Пишет он и о собственном круге чтения, что ценнее для расширения наших границ восприятия, ведь швейцарский юноша зачастую рос и на нерелевантных или просто неизвестных нам книгах. «А разбирательство началось с Барта (Карл Барт, автор «Церковной догматики». – А. Ч.). Это он воспитал из меня атеиста. Тогда же появились и первые крысы. Я вдруг понял, каким надо писать “Винтера” – как в лихорадочном сне. Призрачным, как белый пес надо мной в сгустившихся сумерках».
Но «Лабиринты» гораздо глубже, ведут дальше, чем обычный мемуар. Они ныряют, как тот же Кундера в своих последних книгах, в самый основополагающую культурную дискуссию. Дюрренматт рассуждает о Гегеле и Шопенгауэре, Гете и Кьеркегоре, доходит до Сократа и Платона, раз за разом возвращается к идее страны, государства и веры. Трех фундаментальных институтов, единых в том, что они, слишком многое требуя от человека, в итоге подавляют его, берут больше, чем дают взамен. А только «индивидуальная позиция по ту сторону веры и знания является той областью, в которой отдельный человек свободен. Вот эти моменты и стали решающе важными в моих дальнейших размышлениях».
Очень густая и европейская книга. Если – не общемировая.
Агент Евразии по вызову
Чарльз Кловер. Черный ветер, белый снег. Новый рассвет национальной идеи / Пер. с англ. Л. Сумм М.: Фантом Пресс, 2017. 496 сКогда берешь переводную книгу западного автора о русской националистической идеологии, с некоторым оправданным основанием ждешь в меру занудной аналитики, ангажированности и неплохого урожая клюквы. Ничего этого нет, а есть практически работа по новейшей истории нашей страны, которая читается увлекательнее очередного романа Пелевина. Написанная с большим знанием нашей страны (автор работал шефом московского бюро Financial Times), интересом к ней и практически совсем без ляпов, как, например, в той же биографии Лимонова Э. Каррера, ставшей общеевропейским бестселлером.
И все это при том, что Кловер практикует почти стереоскопический, в 360 градусов подход. Дает исторический очерк (и отнюдь не на уровне Википедии или учебника истории), биографию своих героев, пересказывает их взгляды, прослеживает происхождение и контекст их подчас весьма экзотических воззрений, говорит о рецепции. Комплиментов уже, пожалуй, слишком много, но все они совершенно заслуженные.

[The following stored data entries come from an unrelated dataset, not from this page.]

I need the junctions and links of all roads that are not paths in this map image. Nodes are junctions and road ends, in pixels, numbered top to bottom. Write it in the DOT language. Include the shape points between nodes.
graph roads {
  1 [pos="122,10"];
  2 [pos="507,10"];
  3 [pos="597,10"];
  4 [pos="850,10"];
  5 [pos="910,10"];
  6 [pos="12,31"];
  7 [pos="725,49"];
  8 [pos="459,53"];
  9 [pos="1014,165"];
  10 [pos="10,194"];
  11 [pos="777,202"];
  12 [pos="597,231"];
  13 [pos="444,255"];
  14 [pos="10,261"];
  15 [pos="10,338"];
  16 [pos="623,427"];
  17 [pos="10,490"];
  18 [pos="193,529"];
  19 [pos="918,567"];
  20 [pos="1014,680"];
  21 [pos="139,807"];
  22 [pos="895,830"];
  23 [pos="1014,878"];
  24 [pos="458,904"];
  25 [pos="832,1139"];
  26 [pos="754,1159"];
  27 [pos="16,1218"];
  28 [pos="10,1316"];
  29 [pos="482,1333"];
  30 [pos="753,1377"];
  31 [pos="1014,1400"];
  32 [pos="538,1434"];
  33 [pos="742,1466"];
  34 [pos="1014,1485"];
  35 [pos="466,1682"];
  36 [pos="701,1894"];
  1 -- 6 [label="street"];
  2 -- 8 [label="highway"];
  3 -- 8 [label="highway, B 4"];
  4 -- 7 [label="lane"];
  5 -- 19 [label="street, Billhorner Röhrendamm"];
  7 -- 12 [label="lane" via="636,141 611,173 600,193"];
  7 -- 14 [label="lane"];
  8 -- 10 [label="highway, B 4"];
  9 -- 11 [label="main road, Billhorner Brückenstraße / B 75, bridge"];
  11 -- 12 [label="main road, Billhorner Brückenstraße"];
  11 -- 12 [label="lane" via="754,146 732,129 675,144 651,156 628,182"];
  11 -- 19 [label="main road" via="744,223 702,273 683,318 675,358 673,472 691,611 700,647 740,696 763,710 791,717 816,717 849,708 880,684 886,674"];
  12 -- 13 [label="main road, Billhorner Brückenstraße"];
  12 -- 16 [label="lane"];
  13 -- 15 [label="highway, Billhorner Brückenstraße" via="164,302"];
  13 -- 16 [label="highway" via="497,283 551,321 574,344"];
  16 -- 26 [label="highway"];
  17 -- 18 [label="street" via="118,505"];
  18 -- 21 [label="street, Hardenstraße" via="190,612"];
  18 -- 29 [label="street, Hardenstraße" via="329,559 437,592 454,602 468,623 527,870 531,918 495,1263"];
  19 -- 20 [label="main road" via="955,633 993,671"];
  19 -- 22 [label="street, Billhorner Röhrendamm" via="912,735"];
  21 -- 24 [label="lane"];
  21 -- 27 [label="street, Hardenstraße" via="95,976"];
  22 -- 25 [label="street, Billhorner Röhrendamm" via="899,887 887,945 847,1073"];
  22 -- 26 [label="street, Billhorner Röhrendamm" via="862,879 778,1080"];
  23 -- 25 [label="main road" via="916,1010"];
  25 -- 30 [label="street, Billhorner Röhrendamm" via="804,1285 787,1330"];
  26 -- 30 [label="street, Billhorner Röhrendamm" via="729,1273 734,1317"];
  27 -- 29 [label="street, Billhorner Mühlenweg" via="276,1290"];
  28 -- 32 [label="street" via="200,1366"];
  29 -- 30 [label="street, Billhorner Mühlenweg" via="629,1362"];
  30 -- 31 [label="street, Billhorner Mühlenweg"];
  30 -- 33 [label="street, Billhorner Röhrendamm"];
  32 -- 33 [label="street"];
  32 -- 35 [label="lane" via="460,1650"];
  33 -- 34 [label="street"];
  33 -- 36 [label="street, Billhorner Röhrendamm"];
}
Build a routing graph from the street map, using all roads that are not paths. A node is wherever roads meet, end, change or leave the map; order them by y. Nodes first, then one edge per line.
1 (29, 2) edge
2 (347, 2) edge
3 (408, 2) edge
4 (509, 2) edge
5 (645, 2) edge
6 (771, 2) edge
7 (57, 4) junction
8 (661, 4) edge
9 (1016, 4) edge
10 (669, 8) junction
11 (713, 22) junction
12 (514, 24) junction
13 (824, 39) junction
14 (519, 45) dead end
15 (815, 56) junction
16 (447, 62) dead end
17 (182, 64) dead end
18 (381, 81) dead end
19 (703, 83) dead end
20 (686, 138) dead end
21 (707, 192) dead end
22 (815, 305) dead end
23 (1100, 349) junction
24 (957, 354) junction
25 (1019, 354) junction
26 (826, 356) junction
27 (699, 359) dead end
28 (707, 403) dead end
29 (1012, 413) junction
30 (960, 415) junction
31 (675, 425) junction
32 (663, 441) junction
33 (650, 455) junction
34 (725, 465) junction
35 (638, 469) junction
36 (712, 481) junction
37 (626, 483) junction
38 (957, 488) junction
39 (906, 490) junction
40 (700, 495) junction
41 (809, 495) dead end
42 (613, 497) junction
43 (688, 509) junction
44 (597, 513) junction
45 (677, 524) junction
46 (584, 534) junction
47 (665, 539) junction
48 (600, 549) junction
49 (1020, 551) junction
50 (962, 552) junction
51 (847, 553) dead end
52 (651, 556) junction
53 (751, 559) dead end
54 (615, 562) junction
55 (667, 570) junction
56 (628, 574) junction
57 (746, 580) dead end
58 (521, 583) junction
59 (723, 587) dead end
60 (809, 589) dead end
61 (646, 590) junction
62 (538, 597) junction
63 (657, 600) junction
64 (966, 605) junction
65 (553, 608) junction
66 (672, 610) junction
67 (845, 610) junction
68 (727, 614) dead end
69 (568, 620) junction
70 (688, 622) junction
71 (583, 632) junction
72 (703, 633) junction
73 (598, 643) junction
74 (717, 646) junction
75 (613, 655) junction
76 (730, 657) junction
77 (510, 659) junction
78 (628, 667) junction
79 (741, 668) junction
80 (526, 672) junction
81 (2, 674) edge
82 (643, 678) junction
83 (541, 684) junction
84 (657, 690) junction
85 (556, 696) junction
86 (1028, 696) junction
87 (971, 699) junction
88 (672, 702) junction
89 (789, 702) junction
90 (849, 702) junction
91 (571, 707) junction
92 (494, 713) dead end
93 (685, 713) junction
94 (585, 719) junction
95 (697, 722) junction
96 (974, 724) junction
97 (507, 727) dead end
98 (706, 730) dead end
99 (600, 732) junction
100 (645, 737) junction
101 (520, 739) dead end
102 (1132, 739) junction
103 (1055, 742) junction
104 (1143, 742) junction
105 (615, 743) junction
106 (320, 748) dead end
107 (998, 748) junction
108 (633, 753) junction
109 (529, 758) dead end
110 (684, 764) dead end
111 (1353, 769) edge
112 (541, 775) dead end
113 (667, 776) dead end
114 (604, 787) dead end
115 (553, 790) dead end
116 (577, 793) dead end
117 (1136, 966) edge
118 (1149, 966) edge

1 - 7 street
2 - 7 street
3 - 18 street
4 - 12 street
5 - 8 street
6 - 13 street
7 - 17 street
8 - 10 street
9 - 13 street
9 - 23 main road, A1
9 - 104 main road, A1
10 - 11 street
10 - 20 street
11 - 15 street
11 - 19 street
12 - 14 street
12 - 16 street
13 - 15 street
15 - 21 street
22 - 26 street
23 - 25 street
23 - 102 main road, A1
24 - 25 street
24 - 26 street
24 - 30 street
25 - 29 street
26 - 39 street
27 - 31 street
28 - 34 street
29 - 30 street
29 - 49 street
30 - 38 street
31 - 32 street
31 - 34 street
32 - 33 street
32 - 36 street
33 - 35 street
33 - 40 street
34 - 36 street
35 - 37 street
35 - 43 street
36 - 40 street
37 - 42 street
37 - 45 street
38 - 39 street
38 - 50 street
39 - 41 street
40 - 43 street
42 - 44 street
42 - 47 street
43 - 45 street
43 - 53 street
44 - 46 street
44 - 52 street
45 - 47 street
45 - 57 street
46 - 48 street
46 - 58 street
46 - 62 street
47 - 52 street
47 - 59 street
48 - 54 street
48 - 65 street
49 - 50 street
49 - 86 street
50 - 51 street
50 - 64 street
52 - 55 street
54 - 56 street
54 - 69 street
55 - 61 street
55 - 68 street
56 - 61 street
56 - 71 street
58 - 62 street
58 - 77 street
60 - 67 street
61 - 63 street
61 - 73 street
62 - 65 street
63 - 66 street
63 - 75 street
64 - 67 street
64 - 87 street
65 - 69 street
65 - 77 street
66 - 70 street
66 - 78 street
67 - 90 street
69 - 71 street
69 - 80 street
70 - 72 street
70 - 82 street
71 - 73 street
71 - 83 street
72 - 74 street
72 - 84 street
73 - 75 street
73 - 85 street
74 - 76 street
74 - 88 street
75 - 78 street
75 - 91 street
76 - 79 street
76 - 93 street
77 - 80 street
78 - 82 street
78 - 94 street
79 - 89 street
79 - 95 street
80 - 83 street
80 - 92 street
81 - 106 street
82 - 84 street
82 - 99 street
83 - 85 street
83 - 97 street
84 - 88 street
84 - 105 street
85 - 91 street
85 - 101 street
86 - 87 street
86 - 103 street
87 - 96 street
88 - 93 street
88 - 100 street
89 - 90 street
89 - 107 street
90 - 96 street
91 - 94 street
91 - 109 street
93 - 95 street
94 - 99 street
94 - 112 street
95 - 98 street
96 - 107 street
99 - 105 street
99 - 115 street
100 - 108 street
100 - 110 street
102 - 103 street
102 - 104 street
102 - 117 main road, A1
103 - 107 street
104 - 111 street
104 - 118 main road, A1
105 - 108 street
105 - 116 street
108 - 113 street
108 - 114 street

Начинает свой отсчет – передав небольшой привет славянофилам и западникам – с Николая Трубецкого. О том, как русский эмигрант в Софии («плод битвы Вены и Тулы, где Тула победила») пришел от научных штудий на полях сравнительного языкознания к идее евразийства, оказался в центре так или иначе желающих восстановления монархии, победы над коммунистами или просто возвращения на родину изгнанников. И вдруг обнаружил себя в хитросплетении настоящих игр заговорщиков и спецслужб: его новые единомышленники мыслили уже в категориях заговора (они начали шифроваться, мануфактурой называли русскую диаспору в Европе, Аргентина обозначала Россию, нефть – евразийство), а советское правительство, резонно опасаясь эмигрантов и «бывших белогвардейцев», буквально нашпиговало этот круг своими агентами. Трубецкой скоро из него вышел, сама идея бесславно схлопнулась.